(MATERIAL FOR THIS TASK begins)
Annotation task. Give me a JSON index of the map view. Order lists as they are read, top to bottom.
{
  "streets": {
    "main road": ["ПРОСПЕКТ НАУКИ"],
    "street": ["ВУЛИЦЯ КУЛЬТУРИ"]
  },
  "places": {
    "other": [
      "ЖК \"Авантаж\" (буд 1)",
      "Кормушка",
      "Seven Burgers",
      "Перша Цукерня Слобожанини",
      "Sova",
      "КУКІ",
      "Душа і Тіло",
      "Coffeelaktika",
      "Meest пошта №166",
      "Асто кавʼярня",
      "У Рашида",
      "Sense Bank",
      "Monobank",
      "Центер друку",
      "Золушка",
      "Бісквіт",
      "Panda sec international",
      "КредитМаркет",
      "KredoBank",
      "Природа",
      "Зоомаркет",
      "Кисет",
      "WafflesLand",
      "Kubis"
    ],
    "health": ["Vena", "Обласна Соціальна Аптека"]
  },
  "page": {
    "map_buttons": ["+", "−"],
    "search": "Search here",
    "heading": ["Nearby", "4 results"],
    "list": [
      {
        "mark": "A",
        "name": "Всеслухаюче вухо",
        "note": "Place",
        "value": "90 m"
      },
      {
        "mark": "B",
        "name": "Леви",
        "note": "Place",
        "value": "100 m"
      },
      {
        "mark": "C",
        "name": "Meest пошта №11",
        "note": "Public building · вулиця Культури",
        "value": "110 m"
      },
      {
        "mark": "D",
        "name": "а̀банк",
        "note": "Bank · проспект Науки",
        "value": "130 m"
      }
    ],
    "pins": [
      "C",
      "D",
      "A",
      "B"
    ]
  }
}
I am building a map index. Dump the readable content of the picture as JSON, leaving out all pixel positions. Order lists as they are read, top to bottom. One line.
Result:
(MATERIAL FOR THIS TASK ends)
**WHAT IS EXPECTED**
Transcribe every entry, keeping each line exactly as it reads.

**FINISHED EXERCISE**
Annotation task. Give me a JSON index of the map view. Order lists as they are read, top to bottom.
{
  "streets": {
    "main road": ["ПРОСПЕКТ НАУКИ"],
    "street": ["ВУЛИЦЯ КУЛЬТУРИ"]
  },
  "places": {
    "other": [
      "ЖК \"Авантаж\" (буд 1)",
      "Кормушка",
      "Seven Burgers",
      "Перша Цукерня Слобожанини",
      "Sova",
      "КУКІ",
      "Душа і Тіло",
      "Coffeelaktika",
      "Meest пошта №166",
      "Асто кавʼярня",
      "У Рашида",
      "Sense Bank",
      "Monobank",
      "Центер друку",
      "Золушка",
      "Бісквіт",
      "Panda sec international",
      "КредитМаркет",
      "KredoBank",
      "Природа",
      "Зоомаркет",
      "Кисет",
      "WafflesLand",
      "Kubis"
    ],
    "health": ["Vena", "Обласна Соціальна Аптека"]
  },
  "page": {
    "map_buttons": ["+", "−"],
    "search": "Search here",
    "heading": ["Nearby", "4 results"],
    "list": [
      {
        "mark": "A",
        "name": "Всеслухаюче вухо",
        "note": "Place",
        "value": "90 m"
      },
      {
        "mark": "B",
        "name": "Леви",
        "note": "Place",
        "value": "100 m"
      },
      {
        "mark": "C",
        "name": "Meest пошта №11",
        "note": "Public building · вулиця Культури",
        "value": "110 m"
      },
      {
        "mark": "D",
        "name": "а̀банк",
        "note": "Bank · проспект Науки",
        "value": "130 m"
      }
    ],
    "pins": [
      "C",
      "D",
      "A",
      "B"
    ]
  }
}
I am building a map index. Dump the readable content of the picture as JSON, leaving out all pixel positions. Order lists as they are read, top to bottom. One line.
Result:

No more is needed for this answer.